[Stored data]
::::::::

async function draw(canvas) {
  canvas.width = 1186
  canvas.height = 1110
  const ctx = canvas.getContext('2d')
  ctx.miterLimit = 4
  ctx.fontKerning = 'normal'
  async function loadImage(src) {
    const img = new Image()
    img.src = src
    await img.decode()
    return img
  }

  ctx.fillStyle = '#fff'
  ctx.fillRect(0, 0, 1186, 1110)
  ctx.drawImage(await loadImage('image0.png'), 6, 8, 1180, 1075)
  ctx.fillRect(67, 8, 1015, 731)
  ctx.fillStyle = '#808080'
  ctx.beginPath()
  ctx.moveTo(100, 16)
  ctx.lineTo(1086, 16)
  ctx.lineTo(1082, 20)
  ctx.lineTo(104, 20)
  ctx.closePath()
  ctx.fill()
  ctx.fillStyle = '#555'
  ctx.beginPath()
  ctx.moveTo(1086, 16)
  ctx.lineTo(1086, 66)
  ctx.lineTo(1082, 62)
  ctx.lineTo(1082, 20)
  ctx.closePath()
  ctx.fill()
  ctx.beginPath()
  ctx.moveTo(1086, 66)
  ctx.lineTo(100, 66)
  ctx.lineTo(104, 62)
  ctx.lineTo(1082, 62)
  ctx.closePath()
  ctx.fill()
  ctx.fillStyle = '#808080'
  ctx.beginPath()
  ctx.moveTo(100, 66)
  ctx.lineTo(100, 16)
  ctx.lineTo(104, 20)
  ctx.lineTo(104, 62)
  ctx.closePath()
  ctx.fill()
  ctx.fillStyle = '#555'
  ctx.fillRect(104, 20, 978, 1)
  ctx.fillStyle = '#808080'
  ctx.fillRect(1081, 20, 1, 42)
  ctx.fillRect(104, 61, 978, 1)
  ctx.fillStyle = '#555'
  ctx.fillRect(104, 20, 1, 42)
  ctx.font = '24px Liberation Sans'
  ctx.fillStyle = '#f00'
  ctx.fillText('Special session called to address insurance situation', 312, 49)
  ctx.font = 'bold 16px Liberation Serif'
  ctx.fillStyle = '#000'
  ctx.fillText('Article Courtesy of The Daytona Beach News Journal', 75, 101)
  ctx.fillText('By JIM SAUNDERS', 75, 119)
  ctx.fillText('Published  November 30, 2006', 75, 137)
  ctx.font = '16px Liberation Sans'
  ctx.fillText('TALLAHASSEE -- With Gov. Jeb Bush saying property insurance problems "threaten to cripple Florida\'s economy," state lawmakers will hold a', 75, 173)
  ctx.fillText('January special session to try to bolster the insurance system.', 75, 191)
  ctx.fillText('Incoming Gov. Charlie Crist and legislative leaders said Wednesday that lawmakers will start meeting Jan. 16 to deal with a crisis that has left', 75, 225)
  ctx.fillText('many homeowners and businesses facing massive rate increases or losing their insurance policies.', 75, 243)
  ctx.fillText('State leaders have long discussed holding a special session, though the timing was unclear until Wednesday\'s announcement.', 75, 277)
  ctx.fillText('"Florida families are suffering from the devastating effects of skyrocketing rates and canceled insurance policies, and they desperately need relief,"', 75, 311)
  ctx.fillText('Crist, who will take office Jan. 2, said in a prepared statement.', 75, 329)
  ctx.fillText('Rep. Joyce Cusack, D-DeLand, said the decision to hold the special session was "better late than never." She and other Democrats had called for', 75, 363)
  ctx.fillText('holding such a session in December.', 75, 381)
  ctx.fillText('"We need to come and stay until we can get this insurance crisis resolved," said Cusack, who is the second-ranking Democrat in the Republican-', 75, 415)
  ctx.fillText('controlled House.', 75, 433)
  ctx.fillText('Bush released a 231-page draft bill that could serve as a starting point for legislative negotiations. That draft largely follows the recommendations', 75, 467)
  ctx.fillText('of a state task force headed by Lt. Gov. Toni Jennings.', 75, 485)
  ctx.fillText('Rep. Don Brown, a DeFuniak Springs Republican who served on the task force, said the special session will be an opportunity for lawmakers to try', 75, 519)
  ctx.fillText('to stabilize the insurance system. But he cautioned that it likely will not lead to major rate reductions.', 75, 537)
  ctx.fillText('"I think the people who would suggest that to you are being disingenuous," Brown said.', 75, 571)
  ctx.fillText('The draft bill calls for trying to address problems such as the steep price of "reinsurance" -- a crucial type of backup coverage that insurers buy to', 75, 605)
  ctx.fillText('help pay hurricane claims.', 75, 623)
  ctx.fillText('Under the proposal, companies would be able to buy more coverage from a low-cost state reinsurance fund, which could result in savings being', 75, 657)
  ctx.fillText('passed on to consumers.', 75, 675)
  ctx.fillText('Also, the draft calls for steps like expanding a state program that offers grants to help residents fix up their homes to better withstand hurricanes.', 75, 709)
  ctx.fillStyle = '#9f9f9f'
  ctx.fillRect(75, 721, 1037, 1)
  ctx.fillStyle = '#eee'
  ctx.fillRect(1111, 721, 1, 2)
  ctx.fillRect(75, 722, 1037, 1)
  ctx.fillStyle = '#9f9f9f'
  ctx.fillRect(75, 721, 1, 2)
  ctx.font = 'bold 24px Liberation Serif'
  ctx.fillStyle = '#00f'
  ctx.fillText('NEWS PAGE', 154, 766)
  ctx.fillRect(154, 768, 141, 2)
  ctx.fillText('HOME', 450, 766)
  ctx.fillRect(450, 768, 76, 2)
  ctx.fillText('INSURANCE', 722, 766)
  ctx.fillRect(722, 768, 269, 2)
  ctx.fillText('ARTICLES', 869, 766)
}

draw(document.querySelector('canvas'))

::::::::

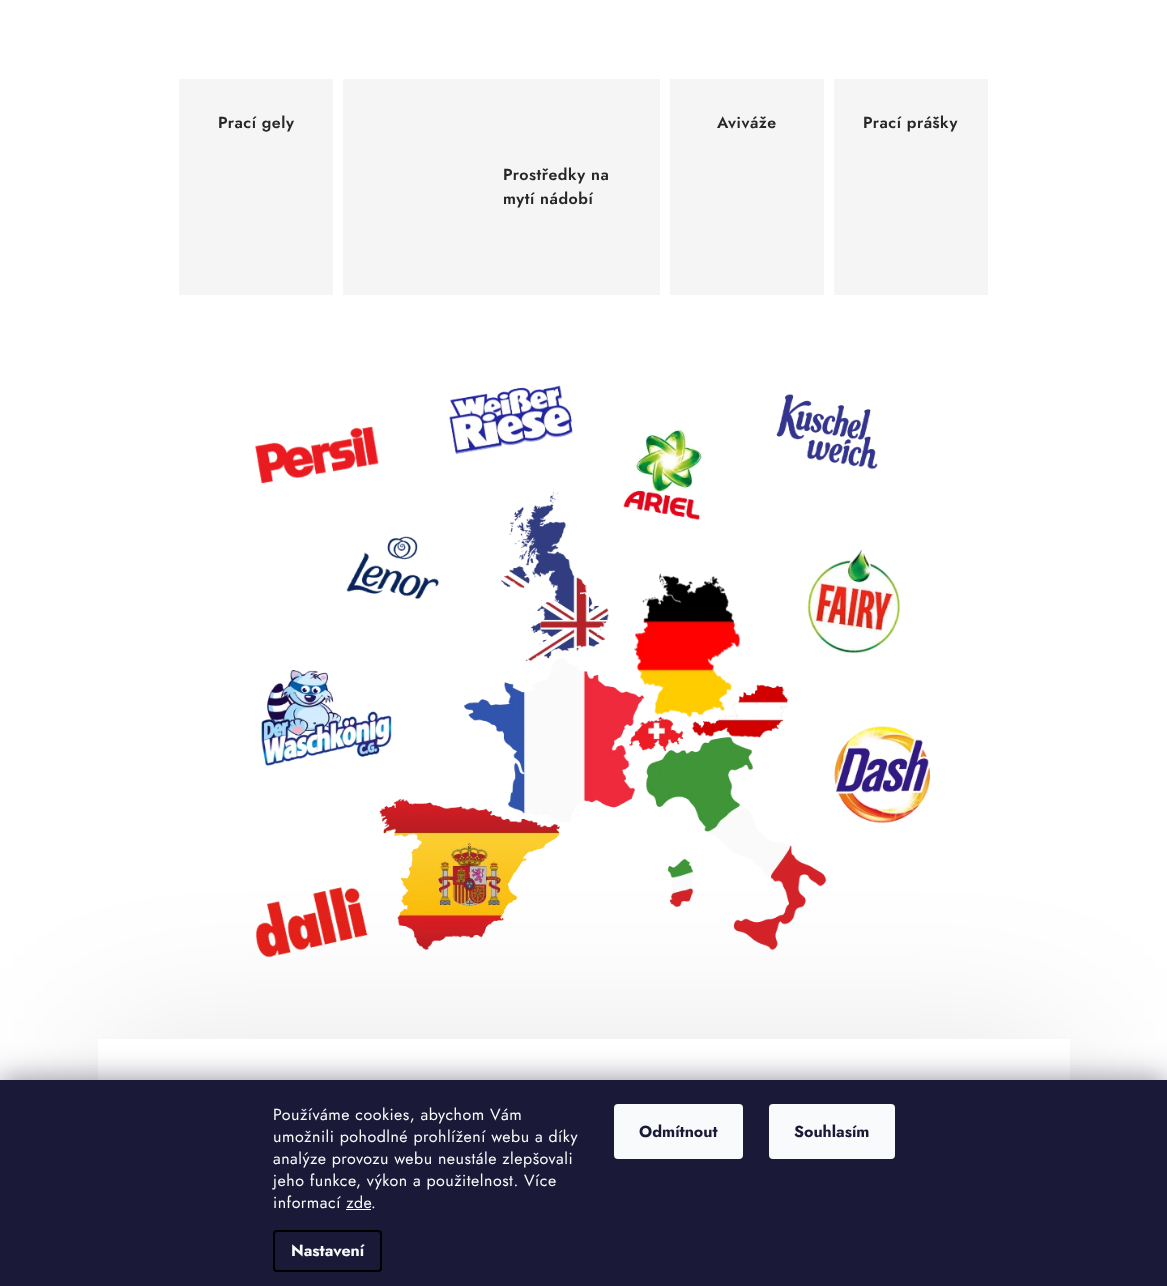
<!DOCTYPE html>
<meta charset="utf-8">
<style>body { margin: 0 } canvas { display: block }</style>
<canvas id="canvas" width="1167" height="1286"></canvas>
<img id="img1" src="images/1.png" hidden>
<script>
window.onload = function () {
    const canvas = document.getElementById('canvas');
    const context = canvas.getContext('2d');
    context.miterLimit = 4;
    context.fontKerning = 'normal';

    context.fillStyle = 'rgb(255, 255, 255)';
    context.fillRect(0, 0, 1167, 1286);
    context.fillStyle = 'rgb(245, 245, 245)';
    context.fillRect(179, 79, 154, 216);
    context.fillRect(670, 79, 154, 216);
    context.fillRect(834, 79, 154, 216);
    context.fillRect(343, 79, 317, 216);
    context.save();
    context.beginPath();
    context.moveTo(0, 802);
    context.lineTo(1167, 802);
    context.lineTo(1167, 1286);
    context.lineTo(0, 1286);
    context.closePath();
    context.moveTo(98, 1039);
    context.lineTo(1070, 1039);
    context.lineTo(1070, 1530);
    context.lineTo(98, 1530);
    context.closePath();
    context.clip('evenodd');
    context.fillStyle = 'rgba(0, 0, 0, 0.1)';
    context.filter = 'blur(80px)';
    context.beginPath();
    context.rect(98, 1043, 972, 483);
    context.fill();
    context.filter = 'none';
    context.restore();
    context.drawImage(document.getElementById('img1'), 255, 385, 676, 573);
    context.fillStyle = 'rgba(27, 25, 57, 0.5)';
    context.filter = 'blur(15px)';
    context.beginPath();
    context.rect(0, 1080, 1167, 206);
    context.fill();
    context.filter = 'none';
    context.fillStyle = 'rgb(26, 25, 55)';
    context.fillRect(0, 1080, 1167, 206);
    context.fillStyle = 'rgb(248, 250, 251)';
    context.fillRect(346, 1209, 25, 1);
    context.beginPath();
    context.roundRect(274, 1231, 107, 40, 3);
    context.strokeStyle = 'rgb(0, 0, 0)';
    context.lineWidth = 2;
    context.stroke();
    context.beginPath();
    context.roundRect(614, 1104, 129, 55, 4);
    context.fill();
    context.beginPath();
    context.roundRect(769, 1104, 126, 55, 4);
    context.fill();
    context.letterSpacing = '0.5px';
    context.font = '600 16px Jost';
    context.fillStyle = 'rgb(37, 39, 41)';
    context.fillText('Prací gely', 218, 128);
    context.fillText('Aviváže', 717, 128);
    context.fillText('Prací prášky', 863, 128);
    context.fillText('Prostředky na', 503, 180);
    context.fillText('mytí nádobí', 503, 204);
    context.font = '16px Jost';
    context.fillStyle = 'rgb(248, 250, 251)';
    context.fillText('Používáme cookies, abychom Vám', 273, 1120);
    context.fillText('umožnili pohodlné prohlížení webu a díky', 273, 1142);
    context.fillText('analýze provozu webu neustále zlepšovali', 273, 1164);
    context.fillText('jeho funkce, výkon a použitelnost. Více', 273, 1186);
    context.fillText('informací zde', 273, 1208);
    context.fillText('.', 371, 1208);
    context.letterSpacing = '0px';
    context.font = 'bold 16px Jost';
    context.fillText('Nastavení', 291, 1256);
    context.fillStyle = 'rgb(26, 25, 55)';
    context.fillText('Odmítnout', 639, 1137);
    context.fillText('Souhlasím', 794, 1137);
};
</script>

::::::::

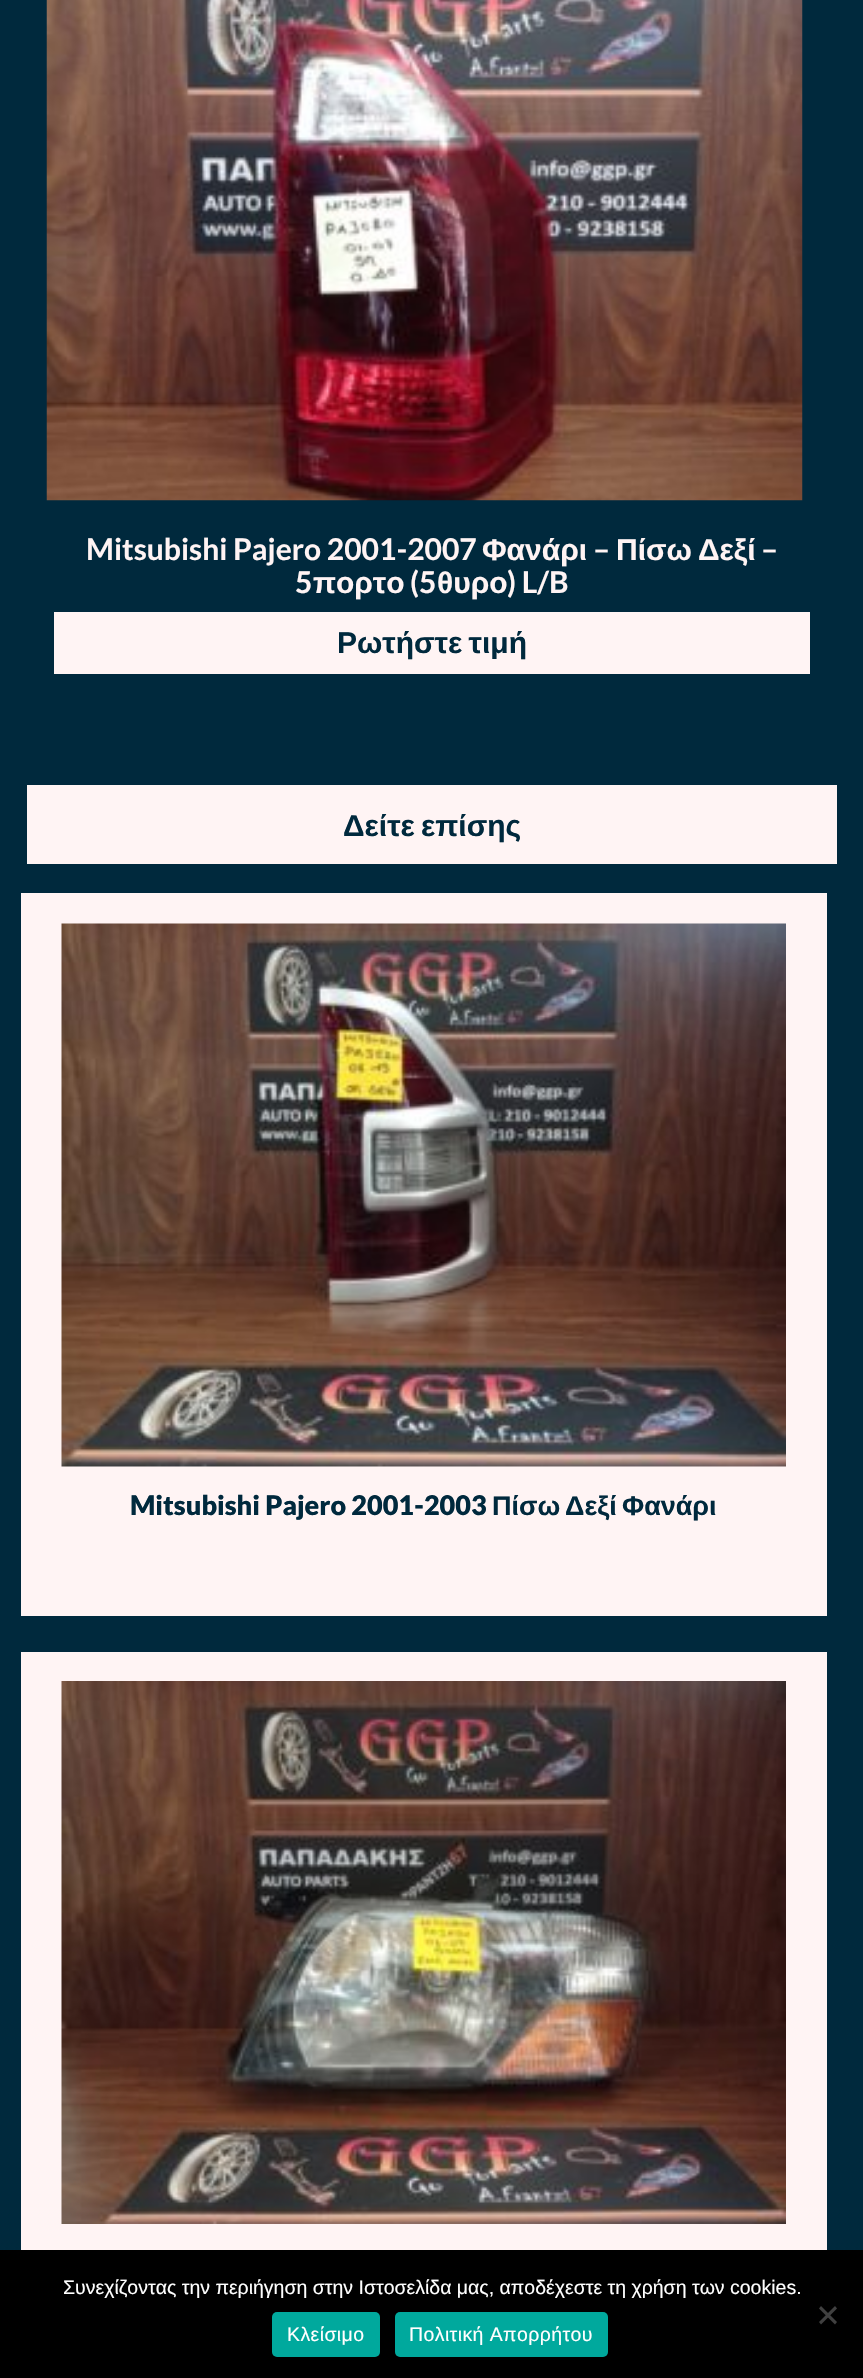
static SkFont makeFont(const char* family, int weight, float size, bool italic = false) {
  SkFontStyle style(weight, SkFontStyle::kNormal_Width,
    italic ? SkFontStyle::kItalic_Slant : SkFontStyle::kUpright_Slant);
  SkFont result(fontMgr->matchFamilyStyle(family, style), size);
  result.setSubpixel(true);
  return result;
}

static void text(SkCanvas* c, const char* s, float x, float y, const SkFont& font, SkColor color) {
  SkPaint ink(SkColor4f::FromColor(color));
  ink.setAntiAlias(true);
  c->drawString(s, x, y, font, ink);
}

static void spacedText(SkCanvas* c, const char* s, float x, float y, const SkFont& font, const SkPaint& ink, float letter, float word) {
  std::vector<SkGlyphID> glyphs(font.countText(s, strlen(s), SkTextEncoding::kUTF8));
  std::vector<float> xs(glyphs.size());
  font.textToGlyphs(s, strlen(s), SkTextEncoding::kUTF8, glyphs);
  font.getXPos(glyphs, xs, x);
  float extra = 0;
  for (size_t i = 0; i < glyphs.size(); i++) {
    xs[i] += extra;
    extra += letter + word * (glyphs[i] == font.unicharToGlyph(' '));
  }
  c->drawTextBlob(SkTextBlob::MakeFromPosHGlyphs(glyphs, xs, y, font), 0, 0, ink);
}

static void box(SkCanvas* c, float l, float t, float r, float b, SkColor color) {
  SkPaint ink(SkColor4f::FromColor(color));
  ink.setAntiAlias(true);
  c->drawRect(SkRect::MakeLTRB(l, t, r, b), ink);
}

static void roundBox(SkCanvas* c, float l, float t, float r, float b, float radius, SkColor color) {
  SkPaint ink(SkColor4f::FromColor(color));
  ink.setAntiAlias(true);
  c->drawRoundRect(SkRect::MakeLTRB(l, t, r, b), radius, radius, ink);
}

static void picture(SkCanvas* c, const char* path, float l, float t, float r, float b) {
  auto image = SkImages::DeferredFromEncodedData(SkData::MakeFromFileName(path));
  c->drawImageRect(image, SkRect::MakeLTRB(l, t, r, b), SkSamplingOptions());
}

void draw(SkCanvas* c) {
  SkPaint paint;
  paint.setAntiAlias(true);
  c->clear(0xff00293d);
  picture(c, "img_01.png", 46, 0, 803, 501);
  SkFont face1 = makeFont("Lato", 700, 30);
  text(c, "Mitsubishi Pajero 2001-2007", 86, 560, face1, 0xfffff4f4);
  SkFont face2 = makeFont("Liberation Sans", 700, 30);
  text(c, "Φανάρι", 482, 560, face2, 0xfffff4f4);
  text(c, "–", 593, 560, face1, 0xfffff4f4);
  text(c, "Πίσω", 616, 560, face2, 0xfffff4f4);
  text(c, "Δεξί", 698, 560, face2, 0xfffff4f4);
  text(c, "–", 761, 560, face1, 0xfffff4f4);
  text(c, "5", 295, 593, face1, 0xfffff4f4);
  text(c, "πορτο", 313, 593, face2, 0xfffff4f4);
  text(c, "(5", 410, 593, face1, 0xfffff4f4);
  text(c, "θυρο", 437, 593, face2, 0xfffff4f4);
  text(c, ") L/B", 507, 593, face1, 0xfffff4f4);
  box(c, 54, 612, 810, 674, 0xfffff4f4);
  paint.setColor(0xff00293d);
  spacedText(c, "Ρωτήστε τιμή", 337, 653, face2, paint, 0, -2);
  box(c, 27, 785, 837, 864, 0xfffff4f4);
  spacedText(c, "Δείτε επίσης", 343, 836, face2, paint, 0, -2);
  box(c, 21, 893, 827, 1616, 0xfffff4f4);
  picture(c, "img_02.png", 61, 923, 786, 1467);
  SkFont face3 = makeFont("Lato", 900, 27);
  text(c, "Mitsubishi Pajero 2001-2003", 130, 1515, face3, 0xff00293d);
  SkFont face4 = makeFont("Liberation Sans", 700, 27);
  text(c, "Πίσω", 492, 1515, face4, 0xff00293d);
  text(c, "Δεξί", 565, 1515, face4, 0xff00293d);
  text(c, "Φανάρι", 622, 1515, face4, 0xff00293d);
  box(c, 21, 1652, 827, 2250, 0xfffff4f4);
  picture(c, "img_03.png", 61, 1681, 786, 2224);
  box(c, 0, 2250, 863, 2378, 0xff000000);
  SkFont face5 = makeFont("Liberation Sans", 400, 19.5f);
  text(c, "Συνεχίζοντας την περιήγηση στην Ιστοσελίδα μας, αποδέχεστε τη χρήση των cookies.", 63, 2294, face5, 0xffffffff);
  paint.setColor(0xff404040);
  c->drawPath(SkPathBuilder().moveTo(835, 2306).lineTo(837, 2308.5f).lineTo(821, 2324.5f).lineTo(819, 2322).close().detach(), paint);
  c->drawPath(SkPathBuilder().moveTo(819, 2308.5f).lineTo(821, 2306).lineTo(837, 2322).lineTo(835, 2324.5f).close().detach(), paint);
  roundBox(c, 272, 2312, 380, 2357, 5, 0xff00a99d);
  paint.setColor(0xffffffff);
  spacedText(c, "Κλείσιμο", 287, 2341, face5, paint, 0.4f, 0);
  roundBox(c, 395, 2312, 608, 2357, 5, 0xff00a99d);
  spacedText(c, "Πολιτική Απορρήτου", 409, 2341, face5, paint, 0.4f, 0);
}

::::::::

YOUR GOAL: Go through the entries and return each line where the word "void" appears.

THE COMPLETED TASK:
static void text(SkCanvas* c, const char* s, float x, float y, const SkFont& font, SkColor color) {
static void spacedText(SkCanvas* c, const char* s, float x, float y, const SkFont& font, const SkPaint& ink, float letter, float word) {
static void box(SkCanvas* c, float l, float t, float r, float b, SkColor color) {
static void roundBox(SkCanvas* c, float l, float t, float r, float b, float radius, SkColor color) {
static void picture(SkCanvas* c, const char* path, float l, float t, float r, float b) {
void draw(SkCanvas* c) {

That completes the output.